Reputation: 328
I have a very large dataset, and am trying to filter out specific rows in my dataset. Here is a link to the public dataset. This dataset can be downloaded for example purposes.
Here is the code that I used:
library(readxl)
library(dplyr)
library(tidyverse)
#Set the working directory
setwd('path\\to\\file.xlsx')
data <- read_excel("dataset_for_stack_question.xlsx")

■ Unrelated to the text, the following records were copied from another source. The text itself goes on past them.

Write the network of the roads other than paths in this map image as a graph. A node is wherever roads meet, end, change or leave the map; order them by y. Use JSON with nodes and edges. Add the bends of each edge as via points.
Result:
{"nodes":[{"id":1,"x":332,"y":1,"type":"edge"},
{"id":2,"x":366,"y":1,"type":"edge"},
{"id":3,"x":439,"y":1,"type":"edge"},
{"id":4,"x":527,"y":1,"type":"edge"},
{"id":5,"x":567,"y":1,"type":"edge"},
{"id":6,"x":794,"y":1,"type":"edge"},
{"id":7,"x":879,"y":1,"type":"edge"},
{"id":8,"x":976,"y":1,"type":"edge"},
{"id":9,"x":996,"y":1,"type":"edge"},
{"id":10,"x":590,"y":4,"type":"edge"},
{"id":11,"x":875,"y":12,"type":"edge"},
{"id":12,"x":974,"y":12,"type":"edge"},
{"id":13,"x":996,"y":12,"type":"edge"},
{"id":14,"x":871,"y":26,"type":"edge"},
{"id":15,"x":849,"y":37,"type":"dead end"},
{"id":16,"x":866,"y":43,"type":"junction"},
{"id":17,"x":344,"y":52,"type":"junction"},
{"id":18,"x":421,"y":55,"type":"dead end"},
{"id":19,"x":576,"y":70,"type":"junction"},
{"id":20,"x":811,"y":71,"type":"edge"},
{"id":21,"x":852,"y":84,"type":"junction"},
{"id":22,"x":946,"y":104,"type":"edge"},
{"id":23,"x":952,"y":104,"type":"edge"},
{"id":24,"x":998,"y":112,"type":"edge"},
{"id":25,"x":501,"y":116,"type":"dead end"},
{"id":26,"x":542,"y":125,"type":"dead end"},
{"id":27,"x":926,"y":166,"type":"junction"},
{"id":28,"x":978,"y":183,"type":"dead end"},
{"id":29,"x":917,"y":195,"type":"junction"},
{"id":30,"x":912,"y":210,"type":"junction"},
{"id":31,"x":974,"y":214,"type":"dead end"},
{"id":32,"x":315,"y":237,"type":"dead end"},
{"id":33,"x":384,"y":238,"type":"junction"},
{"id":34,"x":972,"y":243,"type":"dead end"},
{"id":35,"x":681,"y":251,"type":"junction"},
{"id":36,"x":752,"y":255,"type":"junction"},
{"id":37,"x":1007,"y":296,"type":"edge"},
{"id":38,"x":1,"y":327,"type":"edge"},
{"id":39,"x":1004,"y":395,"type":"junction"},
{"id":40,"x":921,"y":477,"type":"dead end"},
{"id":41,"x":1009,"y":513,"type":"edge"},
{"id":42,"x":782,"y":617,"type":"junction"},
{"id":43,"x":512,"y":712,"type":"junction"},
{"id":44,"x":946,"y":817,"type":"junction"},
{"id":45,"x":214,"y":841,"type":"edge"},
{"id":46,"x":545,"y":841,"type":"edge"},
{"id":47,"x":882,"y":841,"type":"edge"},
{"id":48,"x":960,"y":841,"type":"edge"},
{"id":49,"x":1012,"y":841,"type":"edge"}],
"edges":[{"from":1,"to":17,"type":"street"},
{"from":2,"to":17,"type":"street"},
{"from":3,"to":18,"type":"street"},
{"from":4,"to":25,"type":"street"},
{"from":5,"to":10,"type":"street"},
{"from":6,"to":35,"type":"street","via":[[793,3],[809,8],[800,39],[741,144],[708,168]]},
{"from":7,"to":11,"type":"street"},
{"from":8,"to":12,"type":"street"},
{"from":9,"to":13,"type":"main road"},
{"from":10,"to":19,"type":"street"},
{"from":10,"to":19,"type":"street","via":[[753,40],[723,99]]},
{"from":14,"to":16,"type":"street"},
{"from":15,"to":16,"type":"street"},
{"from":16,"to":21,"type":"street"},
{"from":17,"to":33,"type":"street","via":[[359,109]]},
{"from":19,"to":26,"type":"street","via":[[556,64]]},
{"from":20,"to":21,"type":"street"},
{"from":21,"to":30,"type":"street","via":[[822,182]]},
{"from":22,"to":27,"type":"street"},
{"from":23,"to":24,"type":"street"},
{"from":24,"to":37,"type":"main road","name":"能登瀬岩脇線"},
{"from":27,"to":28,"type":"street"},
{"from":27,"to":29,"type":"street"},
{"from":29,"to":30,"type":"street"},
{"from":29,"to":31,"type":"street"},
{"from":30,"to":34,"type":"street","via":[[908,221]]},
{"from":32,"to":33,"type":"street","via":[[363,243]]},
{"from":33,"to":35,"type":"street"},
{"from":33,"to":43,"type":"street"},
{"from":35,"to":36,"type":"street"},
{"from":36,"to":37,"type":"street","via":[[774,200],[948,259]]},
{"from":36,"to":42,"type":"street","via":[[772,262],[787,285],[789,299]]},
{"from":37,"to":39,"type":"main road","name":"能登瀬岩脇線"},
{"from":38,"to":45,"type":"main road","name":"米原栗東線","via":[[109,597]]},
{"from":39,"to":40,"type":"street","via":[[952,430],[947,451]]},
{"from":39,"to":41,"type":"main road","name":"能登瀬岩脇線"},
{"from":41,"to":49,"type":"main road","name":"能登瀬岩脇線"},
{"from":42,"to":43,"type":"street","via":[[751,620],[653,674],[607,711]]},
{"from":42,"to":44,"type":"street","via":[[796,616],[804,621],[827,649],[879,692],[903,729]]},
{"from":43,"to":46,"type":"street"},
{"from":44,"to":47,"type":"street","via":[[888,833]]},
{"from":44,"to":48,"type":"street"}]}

unique(data$country_of_interest)
Using the list provided from the unique
command, I tried to filter all the regions that I didn't want using the filter
command:
filtered <- data %>%
filter(country_of_interest != c("Middle Africa",
"Eastern Africa",
"Western Africa",
"Northern Africa",
"Western Asia",
"Central Asia",
"Southern Asia",
"Eastern Asia",
"Central America",
"Australia / New Zealand",
"Eastern Europe",
"Northern Europe",
"Southern Europe",
"Western Europe",
"More developed regions",
"Less developed regions",
"Least developed countries",
"Less developed regions, excluding least developed countries",
"High-income countries",
"Middle-income countries",
"Upper-middle-income countries",
"Lower-middle-income countries",
"Low-income countries",
"No income group available",
"Africa",
"Asia",
"Europe",
"Latin America and the Caribbean",
"Northern America",
"Oceania"))
However, when I run the head(filtered, 20)
command, I see that there are still some columns that were not filtered:
#Output of the head(filtered, 20) command:
# A tibble: 20 x 4
Year country_of_interest country migration
<chr> <chr> <chr> <dbl>
1 1990 Eastern Africa Afghanistan 0
2 1990 Eastern Africa American Samoa 0
3 1990 Eastern Africa Andorra 0
4 1990 Eastern Africa Angola 139108
5 1990 Eastern Africa Anguilla 0
6 1990 Eastern Africa Antigua and Barbuda 0
7 1990 Eastern Africa Argentina 0
8 1990 Eastern Africa Armenia 0
9 1990 Eastern Africa Aruba 0
10 1990 Eastern Africa Australia 148
11 1990 Eastern Africa Austria 0
12 1990 Eastern Africa Azerbaijan 0
13 1990 Eastern Africa Bahamas 0
14 1990 Eastern Africa Bahrain 0
15 1990 Eastern Africa Bangladesh 131
16 1990 Eastern Africa Barbados 0
17 1990 Eastern Africa Belarus 0
18 1990 Eastern Africa Belgium 794
19 1990 Eastern Africa Belize 0
20 1990 Eastern Africa Benin 0
As per the previous filter
code, "Eastern Africa" should've been filtered. Additionally, there were other criteria that were supposed to be filtered, that were not. How can I ensure that all of the data is filtered, like it should be?
Upvotes: 0
Views: 85
Reputation: 328
As stated by @akrun, the solution was to use the !country_of_interest %in%
format, as below:
filtered <- data %>%
filter(!country_of_interest %in% c("Middle Africa",
"Eastern Africa",
"Western Africa",
"Northern Africa",
"Western Asia",
"Central Asia",
"Southern Asia",
"Eastern Asia",
"Central America",
"Australia / New Zealand",
"Eastern Europe",
"Northern Europe",
"Southern Europe",
"Western Europe",
"More developed regions",
"Less developed regions",
"Least developed countries",
"Less developed regions, excluding least developed countries",
"High-income countries",
"Middle-income countries",
"Upper-middle-income countries",
"Lower-middle-income countries",
"Low-income countries",
"No income group available",
"Africa",
"Asia",
"Europe",
"Latin America and the Caribbean",
"Northern America",
"Oceania"))
Upvotes: 1